Адмирал тем временем сделал несколько шагов в глубину только что открытой земли. Бесполезно! Ноги тонут в снегу по колено, а лыжи на корабль, отправляющийся, к тому же, в южную сторону, разумеется, никто не брал. Потому Лазарев с печалью смотрел в снежную даль. Теперь он уже не сомневался, что гора, ведущая в небо, там, за снежными далями — есть. Конечно, когда-нибудь до нее кто-нибудь дойдет. Безусловно, он будет — русский. Но адмиралу дойти до нее не дано — корабли по снегу и льду не ходят…
Теперь, погрузившись в свой особняк, старый адмирал передавал все свои мысли — бумаге. Он гулял по воспоминаниям, в которых не было ни дома, ни молодой жены, ни маленьких детей…
Классическая геополитика делит народы мира на морские и сухопутные. Самый морской из народов мира в этом случае — англосаксы, а самый сухопутный, конечно — русские. Но ведь если вспомнить морскую историю, то «самый морской» народ не совершил в морях почти никаких открытий. Он осваивал море, как пространство для торговли и войны только тогда, когда оно было уже более-менее изучено, когда сделались ясны берега и расстояния между ними. Англосаксы отправлялись в путь из «пункта А» только тогда, когда точно был известен «пункт Б», в который требовалось привести корабль. Но никогда англосаксы не отправлялись в сторону открытого простора, в сторону горизонта. Даже Америка была открыта сперва викингами, потом — Романцами (испанцами и португальцами), а Африка — тоже исследована португальцами. Антарктида, как видим, открыта русскими.
Англосаксы же осваивали (а скорее — присваивали) морской простор для торговли, и для достижения господства над народами-открывателями, которое, сделавшись реальностью, упразднило все дальнейшие глобальные открытия.
Таким образом, вместо принятого отцами геополитики деления народов на «морские» и «сухопутные» следует принять деление иное — на открывателей пространств и их пожирателей.
Когда были открыты воздушное и космическое пространства, они точно так же были проглочены «пожирающей» цивилизацией. Какая судьба ждет «пожирающую» цивилизацию, сделавшуюся глобальной? Полное потребление всех освоенных пространств и крах вместе со всеми цивилизациями, которые глобальная цивилизация ныне держит под контролем.
Собственно, тип пожирающей цивилизации возник еще до рождения англосаксонской цивилизации. Она лишь довела этот цивилизационный тип до глобального размера. Первой же цивилизацией такого рода была, несомненно, еврейская цивилизация, осваивающаяся в городах разных народов, построенных, конечно, не ею. Эта цивилизация захватила контроль над виртуальным денежно-цифровым пространством. Владение им сделалось «приводным ремнем», заставившим англосаксонскую цивилизацию пожирать пространства уже не виртуальные, но — физические.
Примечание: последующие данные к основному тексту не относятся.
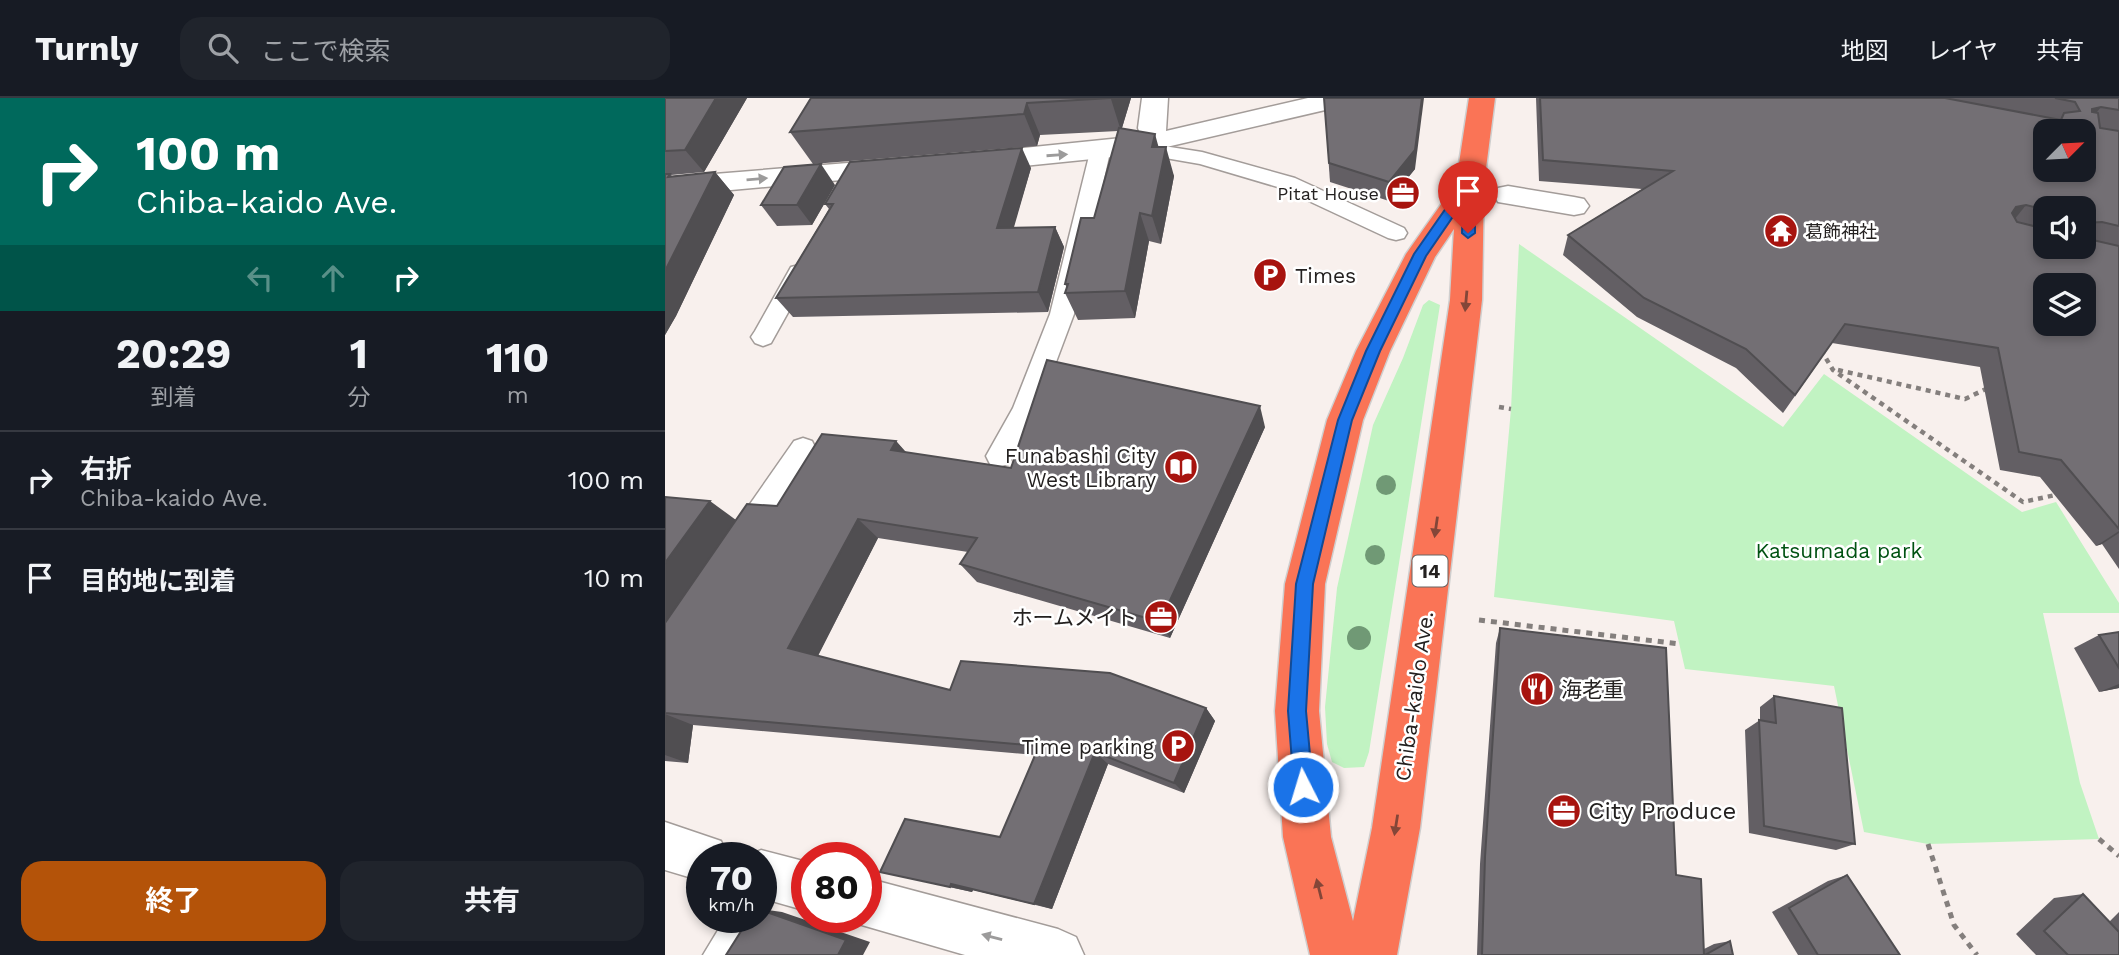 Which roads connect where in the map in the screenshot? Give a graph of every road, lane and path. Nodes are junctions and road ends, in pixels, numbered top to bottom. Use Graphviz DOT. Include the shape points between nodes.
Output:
graph roads {
  1 [pos="1155,98"];
  2 [pos="1342,98"];
  3 [pos="1482,98"];
  4 [pos="1145,144"];
  5 [pos="1100,152"];
  6 [pos="1469,184"];
  7 [pos="665,187"];
  8 [pos="1508,195"];
  9 [pos="1574,206"];
  10 [pos="1396,233"];
  11 [pos="809,254"];
  12 [pos="763,337"];
  13 [pos="1819,348"];
  14 [pos="1833,369"];
  15 [pos="1999,383"];
  16 [pos="803,449"];
  17 [pos="999,456"];
  18 [pos="2063,493"];
  19 [pos="726,563"];
  20 [pos="1479,620"];
  21 [pos="1680,644"];
  22 [pos="2099,839"];
  23 [pos="1928,844"];
  24 [pos="665,846"];
  25 [pos="686,852"];
  26 [pos="2119,856"];
  27 [pos="882,907"];
  28 [pos="736,933"];
  29 [pos="722,955"];
  30 [pos="1058,955"];
  31 [pos="1336,955"];
  32 [pos="1371,955"];
  33 [pos="1977,955"];
  1 -- 4 [label="street"];
  2 -- 4 [label="street"];
  3 -- 6 [label="highway, Chiba-kaido Ave. / 14"];
  4 -- 5 [label="street"];
  4 -- 10 [label="lane" via="1288,183"];
  7 -- 5 [label="street, one-way" via="849,183 937,165"];
  5 -- 17 [label="lane" via="1062,314 1025,410"];
  31 -- 6 [label="highway, Chiba-kaido Ave. / 14, one-way" via="1307,837 1297,711 1304,584 1345,420 1368,362 1421,254"];
  6 -- 32 [label="highway, Chiba-kaido Ave. / 14, one-way" via="1465,313 1396,828"];
  8 -- 9 [label="street"];
  11 -- 12 [label="lane"];
  13 -- 14 [label="path"];
  14 -- 15 [label="path" via="1965,399"];
  14 -- 18 [label="path" via="2023,502"];
  16 -- 19 [label="lane"];
  20 -- 21 [label="path"];
  22 -- 26 [label="path"];
  23 -- 33 [label="path" via="1954,925"];
  24 -- 25 [label="street"];
  30 -- 27 [label="street, one-way"];
  28 -- 29 [label="lane"];
} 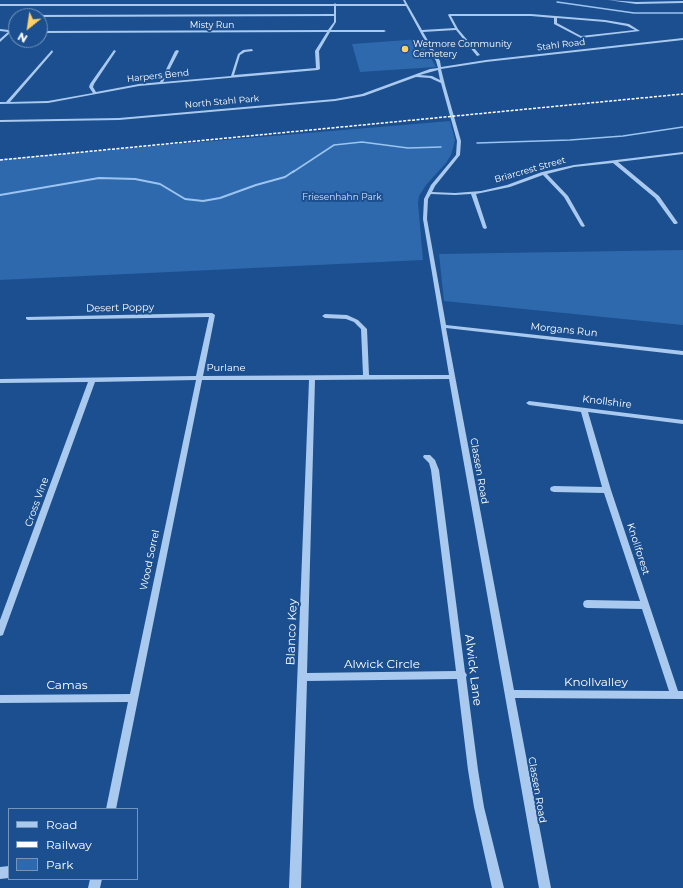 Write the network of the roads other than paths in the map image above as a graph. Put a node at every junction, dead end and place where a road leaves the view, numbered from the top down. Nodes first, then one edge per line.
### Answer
1 (111, 0) edge
2 (221, 0) edge
3 (404, 0) edge
4 (610, 0) edge
5 (683, 2) edge
6 (335, 4) junction
7 (407, 4) junction
8 (0, 5) edge
9 (107, 5) junction
10 (219, 5) junction
11 (48, 15) edge
12 (334, 15) junction
13 (556, 16) junction
14 (457, 29) junction
15 (384, 31) dead end
16 (422, 31) junction
17 (48, 32) edge
18 (329, 32) junction
19 (8, 33) edge
20 (683, 38) edge
21 (0, 40) edge
22 (252, 50) dead end
23 (52, 51) dead end
24 (114, 51) dead end
25 (177, 51) dead end
26 (478, 55) dead end
27 (437, 59) junction
28 (460, 65) junction
29 (440, 68) junction
30 (232, 77) junction
31 (409, 77) junction
32 (442, 80) junction
33 (161, 83) junction
34 (95, 93) junction
35 (0, 103) edge
36 (8, 103) junction
37 (0, 121) edge
38 (683, 153) edge
39 (614, 161) junction
40 (544, 173) junction
41 (429, 193) junction
42 (473, 193) junction
43 (676, 223) dead end
44 (583, 226) dead end
45 (485, 228) dead end
46 (212, 315) joint
47 (325, 316) dead end
48 (28, 318) dead end
49 (443, 326) junction
50 (683, 353) edge
51 (312, 377) junction
52 (366, 377) junction
53 (452, 377) junction
54 (199, 378) junction
55 (92, 380) junction
56 (0, 381) edge
57 (529, 403) dead end
58 (584, 410) junction
59 (683, 422) edge
60 (427, 457) dead end
61 (554, 489) dead end
62 (607, 490) junction
63 (587, 604) dead end
64 (645, 605) junction
65 (0, 632) edge
66 (462, 675) junction
67 (302, 677) junction
68 (509, 694) junction
69 (679, 695) edge
70 (134, 698) junction
71 (0, 699) edge
72 (111, 808) edge
73 (295, 888) edge
74 (498, 888) edge
75 (545, 888) edge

Таким образом, мы получили новую картину мира, в которой «царем зверей» сделался презренный падальщик. Можно ли это поправить и навести порядок, или хотя бы вернуть народам-открывателям право на жизнь? Безусловно, можно, и необходимо. Для этого следует лишить наших противников контроля над всеми пространствами, которые они захватили в свое владение. Но, прежде всего — над теми пространствами, с которых они начали свой путь, путь пожирателей пространства. То есть — виртуальным, денежным, и — морским. С этого шага начнется наш путь к совершению новых прорывов в иные пространства.